Conflict arises when there are differences in thinking style and when there are misunderstandings in the group. Peterson (41) suggested the use of debriefing to allow students to address what went well, what they need to work on and what has been learned.
The literature discusses many difficulties that may affect group functioning, which can be divided into individual student, tutor and group problems (24). Suggested solutions include feedback, peer assessment, training for both students and facilitators and debriefing. Studies highlight the importance of students, rather than the facilitator maintaining responsibility for the group and its functioning.
My reflection highlights a number of differences between how undergraduate and postgraduate students interact in PBL, which are not addressed by the literature. There is a need for formal study of these differences. A large body of the research regarding group dynamics in PBL is from the Netherlands and it would be interesting to determine whether studies of UK PBL groups would yield similar results.
Proposals for future practice
This positive experience of working with a group of students who were well-engaged with the PBL process, has shown me how effective PBL can be as a learning experience and has prompted me think about the errors that I made when facilitating PBL groups in the past.
Through review of the theory and evidence behind PBL, I realise that, as PBL facilitator, I need to stop students at critical points and ask them to elaborate on what they are thinking; to clarify why specific questions were asked; to probe the students' understanding of principles and concepts, as suggested by Barrows and Tamblyn (43), rather than giving direct answers or a didactic teaching session.
I have also considered other changes I can make to my future practice, such as the use of a rotating chair to encourage student interaction. This was not necessary in this series of tutorials, as the students confidently led the tutorials.
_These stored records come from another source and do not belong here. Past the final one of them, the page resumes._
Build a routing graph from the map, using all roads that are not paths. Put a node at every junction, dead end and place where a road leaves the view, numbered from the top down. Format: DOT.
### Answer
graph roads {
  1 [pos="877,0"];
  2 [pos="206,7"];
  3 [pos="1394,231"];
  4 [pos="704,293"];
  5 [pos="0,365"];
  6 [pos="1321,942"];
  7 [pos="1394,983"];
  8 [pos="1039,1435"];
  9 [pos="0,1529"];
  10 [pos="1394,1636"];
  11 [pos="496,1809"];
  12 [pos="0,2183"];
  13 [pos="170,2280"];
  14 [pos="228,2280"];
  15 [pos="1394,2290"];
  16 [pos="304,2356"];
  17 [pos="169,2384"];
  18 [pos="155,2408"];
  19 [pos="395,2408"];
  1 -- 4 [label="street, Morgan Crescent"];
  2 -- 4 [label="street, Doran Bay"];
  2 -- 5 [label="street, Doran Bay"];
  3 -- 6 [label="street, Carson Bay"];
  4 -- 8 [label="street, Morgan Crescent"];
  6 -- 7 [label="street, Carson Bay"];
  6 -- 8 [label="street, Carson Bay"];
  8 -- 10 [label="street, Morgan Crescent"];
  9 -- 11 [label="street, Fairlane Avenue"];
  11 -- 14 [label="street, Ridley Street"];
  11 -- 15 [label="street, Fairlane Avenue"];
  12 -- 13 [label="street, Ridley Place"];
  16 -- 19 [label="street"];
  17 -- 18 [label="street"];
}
However, with less engaged groups I have tended to chair the tutorials. Self-determination theory highlights the importance of giving this responsibility to the students.
I need to tolerate silence when students are thinking and to encourage the students to reflect on silences and to develop their own solutions to difficulties in the group. This can be done through the use of peer feedback or debriefing.
The evidence for the use of peer feedback is contradictory but McCrorie (44) suggests the use of two-stage debriefing. In the first stage, the group as a whole is asked to rate itself against a set of criteria, such as attendance and punctuality, preparedness for the sessions, engagement in the sessions and behaviour towards one another. The second stage involves the individual students rating themselves against the group rating. The hope is to initiate a constructive, reflective discussion of the strengths and weaknesses of each group member. I plan to trial this method next time I facilitate PBL tutorials, as reflection and effective feedback are important skills for medical students to develop.
Other ways I can improve my facilitation of future PBL tutorials is through the use of Kindler et al's (24) list of suggested questions to help students resolve conflict and the use of ice breakers at the first tutorial to help relax the group and to initiate interaction (44).
In my reflection, I commented on my anxiety about not being able to answer student questions. Through review of the literature, I now understand that my role is not to answer questions but to help the students to answer them for themselves. However, I still feel that it would be beneficial if I research the learning objectives each week in order to be able to direct students towards appropriate sources and for my own professional development.
The key message that I take away from this experience is that adherence to the student-directed philosophy of PBL will result in an effective learning experience.